Première diffusion en France
21.01.2019

Diffusions

Logo de la chaîne NRJ 12

France (inédit)
Samedi 29.02.2020 à 21:05
0.38m / 1.8% (Part)

Logo de la chaîne CBS

Etats-Unis (inédit)
Jeudi 17.01.2019 à 20:00
13.32m / 2.3% (18-49)

Plus de détails

Scénario : Eric Kaplan, Andy Gordon et Anthony Del Broccolo

RéalisationMark Cendrowski

Amy and Sheldon’s apartment

Sheldon: Hello. I'm Dr. Sheldon Cooper.

Amy: And I'm Dr. Amy Farrah Fowler.

Sheldon: And this is: Dr. Sheldon Cooper and Dr. Amy Farrah Fowler present...

Both: Dr. Sheldon Cooper's Fun with Flags.
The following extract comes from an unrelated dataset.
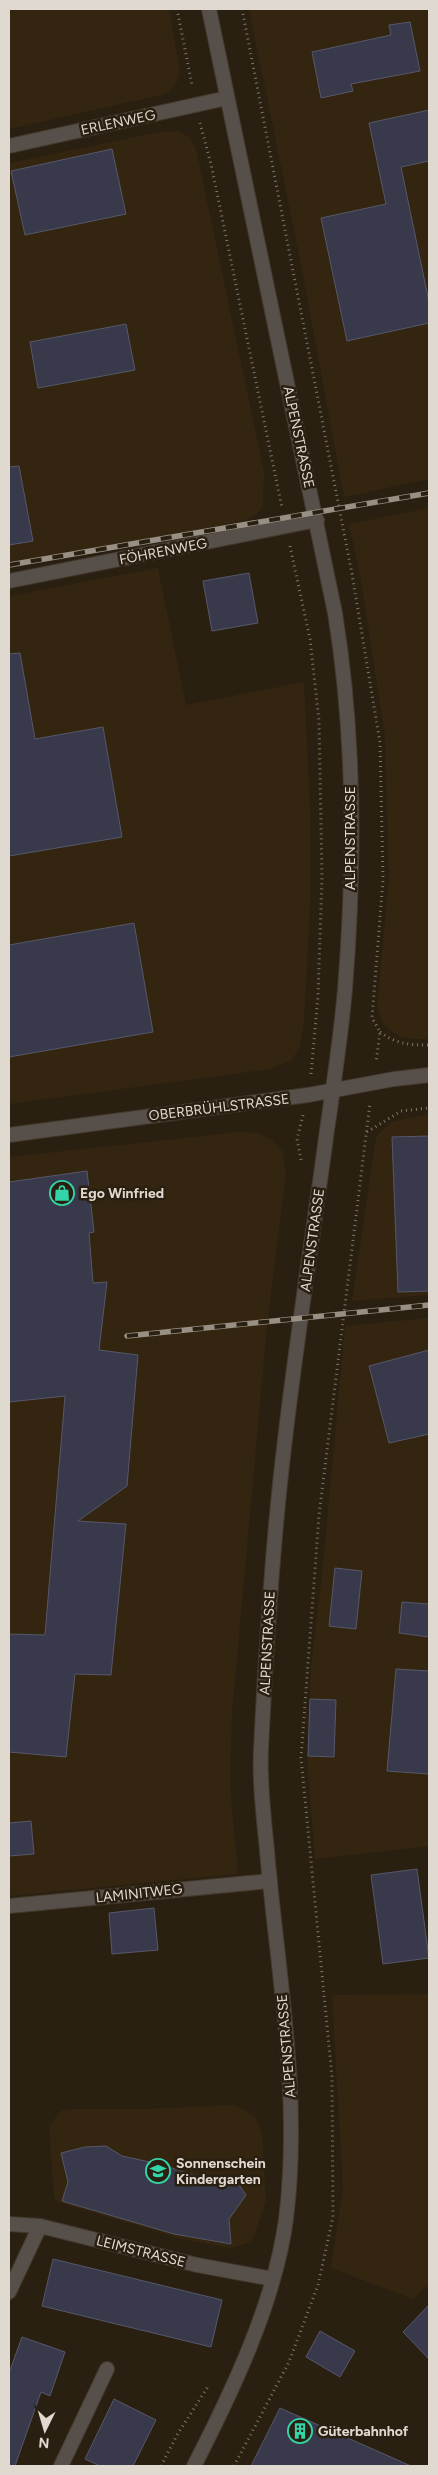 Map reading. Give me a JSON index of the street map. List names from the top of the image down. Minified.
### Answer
{"streets":{"street":["ERLENWEG","ALPENSTRASSE","FÖHRENWEG","OBERBRÜHLSTRASSE","LAMINITWEG","LEIMSTRASSE"]},"crossings":[["ERLENWEG","ALPENSTRASSE"],["ALPENSTRASSE","FÖHRENWEG"],["ALPENSTRASSE","OBERBRÜHLSTRASSE"],["ALPENSTRASSE","LAMINITWEG"],["ALPENSTRASSE","LEIMSTRASSE"]],"places":{"shop":["Ego Winfried"],"school or university":["Sonnenschein Kindergarten"],"building":["Güterbahnhof"]},"north":"bottom"}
Sheldon: I'd like to start this episode by apologizing on behalf of Dr. Fowler, who made the wild claim last week that there was no national tricolored flag with a purple stripe, when, in fact, the Estonian governorate inside the Russian Empire had a purple stripe on their flag from 1721 to 1917… See? Right there in the middle.

Amy: And I'd like to apologize on behalf of Dr. Cooper for having his zipper down for the entire segment on the flags of East Africa.

Sheldon: Sorry, Tanzania, you deserve better.

Amy: All right, on today's episode, we're gonna start with some viewer e-mails.

Sheldon: Oh, take off your glasses so people can't see your password in the reflection.

Amy: Oh, s-sure. Okay, our first e-mail is… Mm… From... Uh, Brad or Brian? I don't know, maybe it's Seth.

Sheldon: All right, put them back on.

Amy: Oh. Uh... Oh, my gosh, it's from Fermilab in Chicago.

Sheldon: Ah. Not surprising, the Windy City. Great flag town.

Amy: No, no, it's about our paper. A team of physicists confirmed super-asymmetry. Our paper was right. We did it.

Sheldon: We did it?

Amy: We did it.

Sheldon: We did it.

Both: We did it!

Threshold

Both: We did it! We did it!

Penny: Aw, remember when they only did it on her birthday?

Penny and Leonard’s apartment: living room

Howard: So, my incredible wife has some exciting news.

Bernadette: Howie, stop. I don't want to brag.

Howard: Oh, okay, sorry.

Bernadette: Really? No one's gonna ask?

Leonard: Sorry. What's your news?

Bernadette: The drug I've been working on for the past five years just got approved by the FDA.

Penny: Wow.

Raj: Oh, congratulations. Was that the decongestant you developed?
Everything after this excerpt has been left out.